#### [YOUR TASK]
Nothing but an exact copy of the data should be output.

#### [DATA PROVIDED]
────────────────────

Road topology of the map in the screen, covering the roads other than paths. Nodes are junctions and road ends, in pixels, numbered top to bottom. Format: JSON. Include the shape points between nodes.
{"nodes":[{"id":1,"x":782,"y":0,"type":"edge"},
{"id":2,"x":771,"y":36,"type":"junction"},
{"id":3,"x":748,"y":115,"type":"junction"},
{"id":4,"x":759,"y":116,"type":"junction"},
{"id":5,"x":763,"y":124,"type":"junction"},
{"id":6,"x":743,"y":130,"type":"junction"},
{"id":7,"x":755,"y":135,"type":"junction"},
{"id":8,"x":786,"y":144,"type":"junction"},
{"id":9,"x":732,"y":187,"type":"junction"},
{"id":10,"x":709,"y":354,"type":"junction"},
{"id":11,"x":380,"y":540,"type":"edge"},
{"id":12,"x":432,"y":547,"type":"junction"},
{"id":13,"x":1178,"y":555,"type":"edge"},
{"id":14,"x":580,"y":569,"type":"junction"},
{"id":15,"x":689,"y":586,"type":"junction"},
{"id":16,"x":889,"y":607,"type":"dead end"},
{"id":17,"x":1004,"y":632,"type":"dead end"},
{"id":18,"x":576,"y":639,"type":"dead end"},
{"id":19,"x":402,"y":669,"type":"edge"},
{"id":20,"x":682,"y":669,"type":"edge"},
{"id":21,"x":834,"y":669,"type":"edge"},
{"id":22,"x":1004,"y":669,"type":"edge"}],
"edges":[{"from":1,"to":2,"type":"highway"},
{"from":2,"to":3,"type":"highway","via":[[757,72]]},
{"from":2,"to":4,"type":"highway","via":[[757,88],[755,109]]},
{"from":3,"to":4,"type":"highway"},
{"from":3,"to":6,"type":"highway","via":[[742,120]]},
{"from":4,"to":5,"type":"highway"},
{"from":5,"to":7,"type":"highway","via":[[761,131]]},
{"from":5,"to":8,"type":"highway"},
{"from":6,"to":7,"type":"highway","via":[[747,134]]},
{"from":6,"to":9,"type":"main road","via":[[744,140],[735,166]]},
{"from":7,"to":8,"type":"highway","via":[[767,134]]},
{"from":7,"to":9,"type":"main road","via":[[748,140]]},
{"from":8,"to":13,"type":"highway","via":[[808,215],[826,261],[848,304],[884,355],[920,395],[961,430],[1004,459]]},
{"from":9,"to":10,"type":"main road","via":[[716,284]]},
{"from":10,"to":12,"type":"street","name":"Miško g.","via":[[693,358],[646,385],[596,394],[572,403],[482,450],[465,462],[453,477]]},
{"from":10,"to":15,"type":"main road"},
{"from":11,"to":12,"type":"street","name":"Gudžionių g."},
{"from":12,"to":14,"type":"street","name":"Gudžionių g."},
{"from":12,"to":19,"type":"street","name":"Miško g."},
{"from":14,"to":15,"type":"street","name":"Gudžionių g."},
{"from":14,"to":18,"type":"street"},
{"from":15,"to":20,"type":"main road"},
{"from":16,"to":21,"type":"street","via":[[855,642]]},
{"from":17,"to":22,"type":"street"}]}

────────────────────

#### [RESULT OF THIS TASK]
Road topology of the map in the screen, covering the roads other than paths. Nodes are junctions and road ends, in pixels, numbered top to bottom. Format: JSON. Include the shape points between nodes.
{"nodes":[{"id":1,"x":782,"y":0,"type":"edge"},
{"id":2,"x":771,"y":36,"type":"junction"},
{"id":3,"x":748,"y":115,"type":"junction"},
{"id":4,"x":759,"y":116,"type":"junction"},
{"id":5,"x":763,"y":124,"type":"junction"},
{"id":6,"x":743,"y":130,"type":"junction"},
{"id":7,"x":755,"y":135,"type":"junction"},
{"id":8,"x":786,"y":144,"type":"junction"},
{"id":9,"x":732,"y":187,"type":"junction"},
{"id":10,"x":709,"y":354,"type":"junction"},
{"id":11,"x":380,"y":540,"type":"edge"},
{"id":12,"x":432,"y":547,"type":"junction"},
{"id":13,"x":1178,"y":555,"type":"edge"},
{"id":14,"x":580,"y":569,"type":"junction"},
{"id":15,"x":689,"y":586,"type":"junction"},
{"id":16,"x":889,"y":607,"type":"dead end"},
{"id":17,"x":1004,"y":632,"type":"dead end"},
{"id":18,"x":576,"y":639,"type":"dead end"},
{"id":19,"x":402,"y":669,"type":"edge"},
{"id":20,"x":682,"y":669,"type":"edge"},
{"id":21,"x":834,"y":669,"type":"edge"},
{"id":22,"x":1004,"y":669,"type":"edge"}],
"edges":[{"from":1,"to":2,"type":"highway"},
{"from":2,"to":3,"type":"highway","via":[[757,72]]},
{"from":2,"to":4,"type":"highway","via":[[757,88],[755,109]]},
{"from":3,"to":4,"type":"highway"},
{"from":3,"to":6,"type":"highway","via":[[742,120]]},
{"from":4,"to":5,"type":"highway"},
{"from":5,"to":7,"type":"highway","via":[[761,131]]},
{"from":5,"to":8,"type":"highway"},
{"from":6,"to":7,"type":"highway","via":[[747,134]]},
{"from":6,"to":9,"type":"main road","via":[[744,140],[735,166]]},
{"from":7,"to":8,"type":"highway","via":[[767,134]]},
{"from":7,"to":9,"type":"main road","via":[[748,140]]},
{"from":8,"to":13,"type":"highway","via":[[808,215],[826,261],[848,304],[884,355],[920,395],[961,430],[1004,459]]},
{"from":9,"to":10,"type":"main road","via":[[716,284]]},
{"from":10,"to":12,"type":"street","name":"Miško g.","via":[[693,358],[646,385],[596,394],[572,403],[482,450],[465,462],[453,477]]},
{"from":10,"to":15,"type":"main road"},
{"from":11,"to":12,"type":"street","name":"Gudžionių g."},
{"from":12,"to":14,"type":"street","name":"Gudžionių g."},
{"from":12,"to":19,"type":"street","name":"Miško g."},
{"from":14,"to":15,"type":"street","name":"Gudžionių g."},
{"from":14,"to":18,"type":"street"},
{"from":15,"to":20,"type":"main road"},
{"from":16,"to":21,"type":"street","via":[[855,642]]},
{"from":17,"to":22,"type":"street"}]}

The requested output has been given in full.